**Exercise description**
Every line that includes the word "Boulevard" needs to be copied from the listing.
Content starts
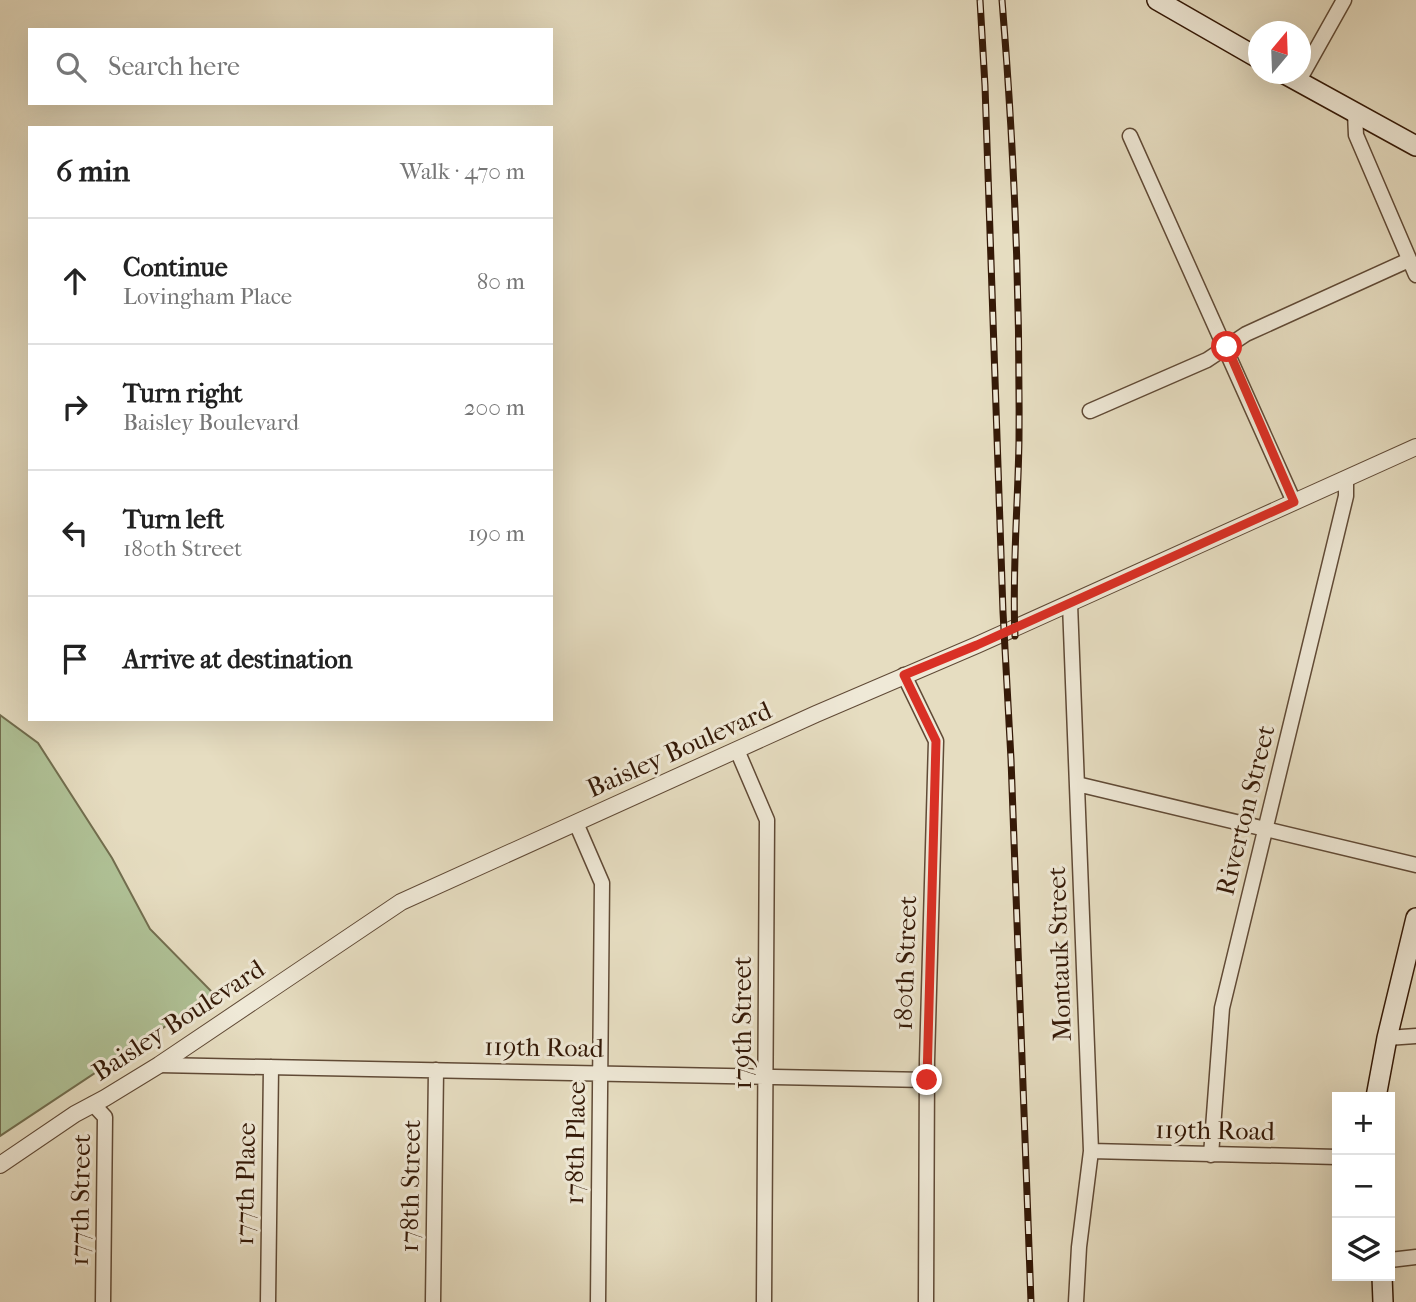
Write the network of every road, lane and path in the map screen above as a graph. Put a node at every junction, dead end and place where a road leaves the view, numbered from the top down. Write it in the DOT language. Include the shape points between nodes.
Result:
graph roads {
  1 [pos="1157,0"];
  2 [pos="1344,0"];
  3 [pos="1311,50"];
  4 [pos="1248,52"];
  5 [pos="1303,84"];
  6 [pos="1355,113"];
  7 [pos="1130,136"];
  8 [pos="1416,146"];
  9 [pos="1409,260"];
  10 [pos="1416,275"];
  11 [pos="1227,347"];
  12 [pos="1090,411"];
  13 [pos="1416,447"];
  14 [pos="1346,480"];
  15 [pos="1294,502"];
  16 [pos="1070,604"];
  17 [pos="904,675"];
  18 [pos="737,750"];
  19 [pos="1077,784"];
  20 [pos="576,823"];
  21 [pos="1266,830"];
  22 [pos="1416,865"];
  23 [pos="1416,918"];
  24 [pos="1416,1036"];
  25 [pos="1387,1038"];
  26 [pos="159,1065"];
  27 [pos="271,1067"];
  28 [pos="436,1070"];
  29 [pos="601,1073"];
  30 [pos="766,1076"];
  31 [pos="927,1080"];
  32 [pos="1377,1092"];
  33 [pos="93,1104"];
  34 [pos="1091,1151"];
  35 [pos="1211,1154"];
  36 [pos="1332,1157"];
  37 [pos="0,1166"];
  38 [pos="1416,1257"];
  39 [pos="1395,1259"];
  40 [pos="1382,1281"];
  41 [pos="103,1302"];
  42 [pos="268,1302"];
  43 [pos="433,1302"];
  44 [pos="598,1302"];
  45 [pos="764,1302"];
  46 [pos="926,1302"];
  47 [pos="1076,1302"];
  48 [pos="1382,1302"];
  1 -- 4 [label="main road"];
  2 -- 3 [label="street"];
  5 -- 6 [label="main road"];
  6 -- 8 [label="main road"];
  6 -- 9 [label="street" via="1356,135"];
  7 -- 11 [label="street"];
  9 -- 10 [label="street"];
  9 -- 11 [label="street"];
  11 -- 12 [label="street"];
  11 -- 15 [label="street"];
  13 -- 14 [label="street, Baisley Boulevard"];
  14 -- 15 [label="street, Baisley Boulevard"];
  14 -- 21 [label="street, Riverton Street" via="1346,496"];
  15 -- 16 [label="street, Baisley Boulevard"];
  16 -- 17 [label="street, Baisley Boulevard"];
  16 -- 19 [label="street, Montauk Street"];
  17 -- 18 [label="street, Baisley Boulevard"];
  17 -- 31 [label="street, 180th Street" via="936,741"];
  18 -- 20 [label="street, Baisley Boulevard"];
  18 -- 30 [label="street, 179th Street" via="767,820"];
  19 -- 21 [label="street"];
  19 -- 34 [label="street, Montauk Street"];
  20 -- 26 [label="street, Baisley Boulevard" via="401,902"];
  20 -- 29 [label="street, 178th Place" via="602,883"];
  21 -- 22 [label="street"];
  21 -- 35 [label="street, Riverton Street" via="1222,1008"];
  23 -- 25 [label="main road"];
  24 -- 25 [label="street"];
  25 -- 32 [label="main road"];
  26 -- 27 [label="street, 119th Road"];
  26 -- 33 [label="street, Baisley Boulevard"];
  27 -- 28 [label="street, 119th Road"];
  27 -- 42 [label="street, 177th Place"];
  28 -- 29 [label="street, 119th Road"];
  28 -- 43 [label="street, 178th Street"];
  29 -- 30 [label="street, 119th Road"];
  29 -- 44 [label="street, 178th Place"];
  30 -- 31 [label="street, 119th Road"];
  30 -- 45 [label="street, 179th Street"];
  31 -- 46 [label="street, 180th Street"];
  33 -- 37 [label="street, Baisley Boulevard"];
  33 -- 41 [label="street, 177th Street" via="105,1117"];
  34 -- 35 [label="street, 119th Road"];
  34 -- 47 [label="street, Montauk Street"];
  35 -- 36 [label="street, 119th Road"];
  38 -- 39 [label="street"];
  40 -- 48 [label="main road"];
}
Content ends
Content starts
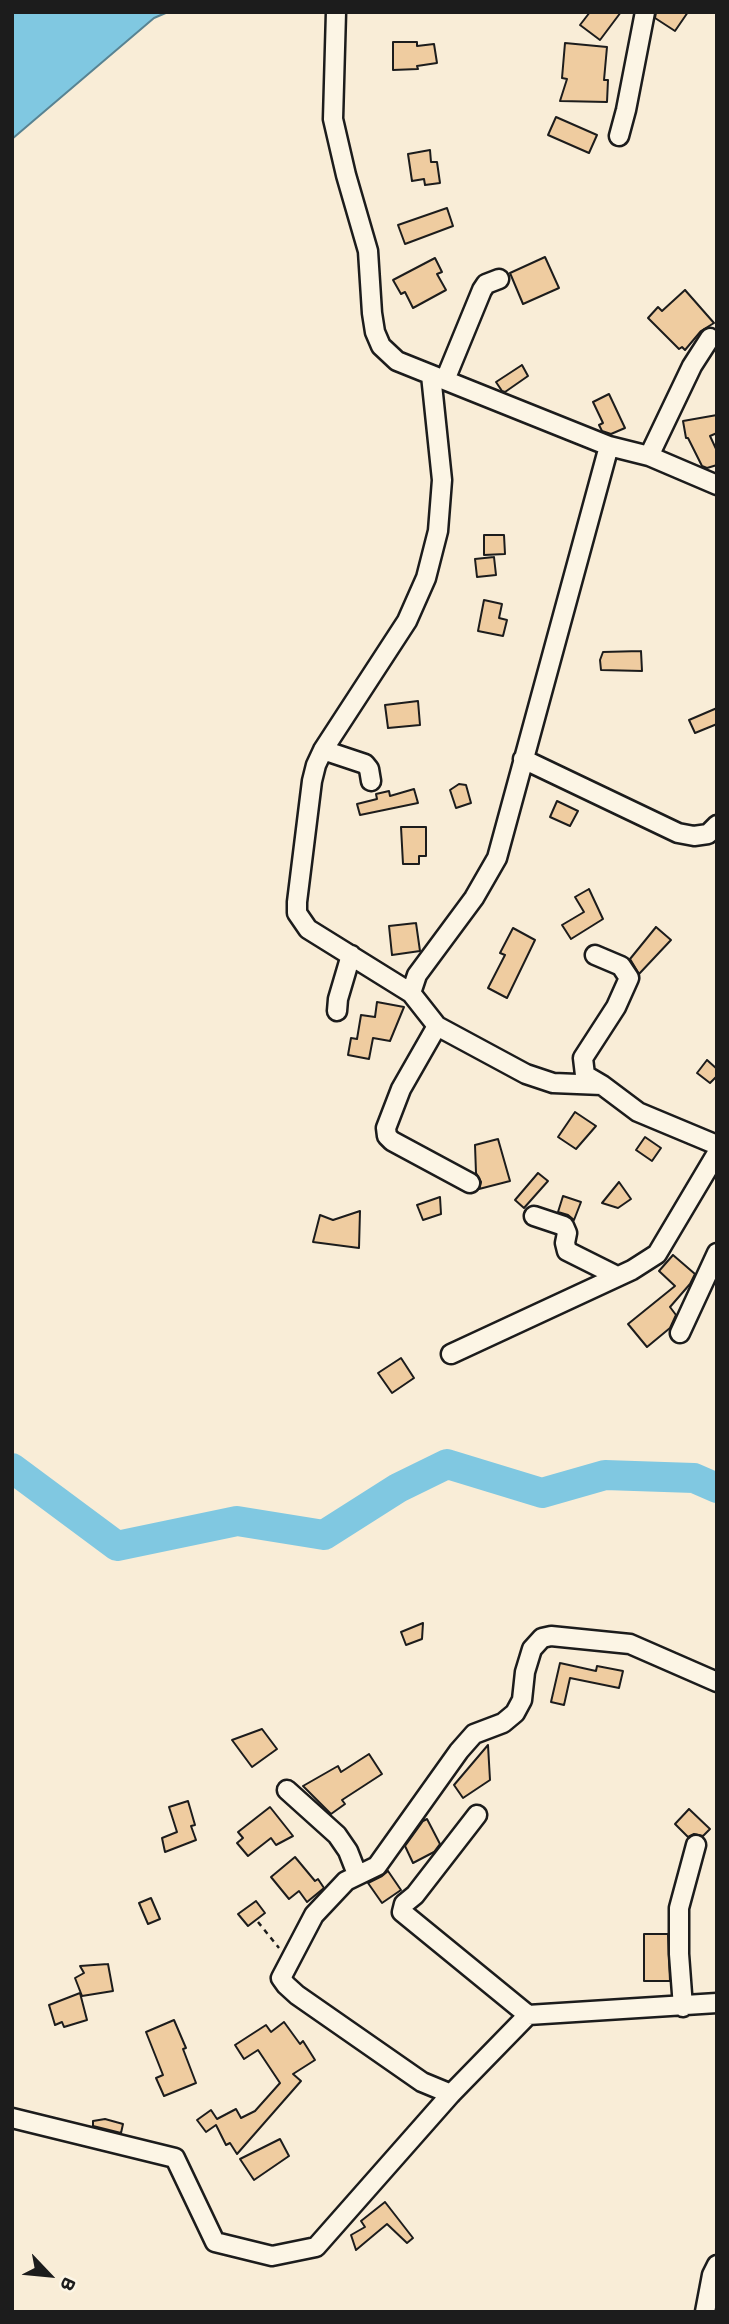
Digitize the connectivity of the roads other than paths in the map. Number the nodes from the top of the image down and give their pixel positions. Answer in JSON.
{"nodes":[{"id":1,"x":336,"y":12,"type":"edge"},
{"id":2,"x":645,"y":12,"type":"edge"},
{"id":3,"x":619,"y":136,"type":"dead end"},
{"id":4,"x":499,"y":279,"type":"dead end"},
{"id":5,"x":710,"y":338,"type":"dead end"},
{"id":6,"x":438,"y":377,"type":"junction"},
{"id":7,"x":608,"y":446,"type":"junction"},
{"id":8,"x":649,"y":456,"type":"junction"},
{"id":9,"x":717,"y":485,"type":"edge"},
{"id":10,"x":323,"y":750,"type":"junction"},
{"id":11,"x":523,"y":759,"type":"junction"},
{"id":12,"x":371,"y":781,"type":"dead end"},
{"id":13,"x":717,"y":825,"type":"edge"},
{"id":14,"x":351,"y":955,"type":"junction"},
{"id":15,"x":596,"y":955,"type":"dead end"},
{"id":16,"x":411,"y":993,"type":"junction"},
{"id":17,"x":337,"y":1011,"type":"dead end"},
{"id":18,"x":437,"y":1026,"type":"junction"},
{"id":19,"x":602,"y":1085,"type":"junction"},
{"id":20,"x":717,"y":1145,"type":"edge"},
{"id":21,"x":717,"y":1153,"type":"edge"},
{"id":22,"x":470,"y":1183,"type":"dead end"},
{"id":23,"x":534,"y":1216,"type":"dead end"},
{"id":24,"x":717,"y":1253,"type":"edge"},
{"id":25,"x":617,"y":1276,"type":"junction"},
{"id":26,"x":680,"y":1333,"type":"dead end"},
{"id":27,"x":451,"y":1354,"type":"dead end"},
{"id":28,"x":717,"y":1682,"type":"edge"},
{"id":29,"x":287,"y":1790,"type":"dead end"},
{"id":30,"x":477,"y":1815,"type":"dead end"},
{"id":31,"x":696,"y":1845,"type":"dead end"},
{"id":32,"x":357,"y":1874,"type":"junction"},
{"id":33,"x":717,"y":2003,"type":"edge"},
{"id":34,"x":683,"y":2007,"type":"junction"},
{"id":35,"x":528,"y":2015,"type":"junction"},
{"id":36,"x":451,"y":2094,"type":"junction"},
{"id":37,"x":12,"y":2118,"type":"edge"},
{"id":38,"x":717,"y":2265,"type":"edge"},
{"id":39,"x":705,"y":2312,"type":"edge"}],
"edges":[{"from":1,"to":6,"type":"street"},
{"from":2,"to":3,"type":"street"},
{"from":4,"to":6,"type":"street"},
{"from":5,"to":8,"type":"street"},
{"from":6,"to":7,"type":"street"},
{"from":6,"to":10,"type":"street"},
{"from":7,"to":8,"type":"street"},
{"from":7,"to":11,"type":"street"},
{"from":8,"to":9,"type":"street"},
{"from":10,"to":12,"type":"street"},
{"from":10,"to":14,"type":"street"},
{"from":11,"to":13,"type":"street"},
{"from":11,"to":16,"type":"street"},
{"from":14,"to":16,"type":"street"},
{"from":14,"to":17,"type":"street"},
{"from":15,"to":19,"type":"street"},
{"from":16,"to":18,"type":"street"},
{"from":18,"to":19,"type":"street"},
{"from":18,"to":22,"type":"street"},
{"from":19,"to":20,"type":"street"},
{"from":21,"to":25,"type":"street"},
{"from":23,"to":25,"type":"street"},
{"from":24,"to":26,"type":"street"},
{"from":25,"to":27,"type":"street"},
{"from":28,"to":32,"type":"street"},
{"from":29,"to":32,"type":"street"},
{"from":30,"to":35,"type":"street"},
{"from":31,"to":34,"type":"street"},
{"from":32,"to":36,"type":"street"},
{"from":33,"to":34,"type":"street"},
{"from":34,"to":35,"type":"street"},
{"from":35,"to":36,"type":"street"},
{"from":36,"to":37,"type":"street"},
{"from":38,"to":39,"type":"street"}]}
Content ends
**Exercise result**
  13 -- 14 [label="street, Baisley Boulevard"];
  14 -- 15 [label="street, Baisley Boulevard"];
  15 -- 16 [label="street, Baisley Boulevard"];
  16 -- 17 [label="street, Baisley Boulevard"];
  17 -- 18 [label="street, Baisley Boulevard"];
  18 -- 20 [label="street, Baisley Boulevard"];
  20 -- 26 [label="street, Baisley Boulevard" via="401,902"];
  26 -- 33 [label="street, Baisley Boulevard"];
  33 -- 37 [label="street, Baisley Boulevard"];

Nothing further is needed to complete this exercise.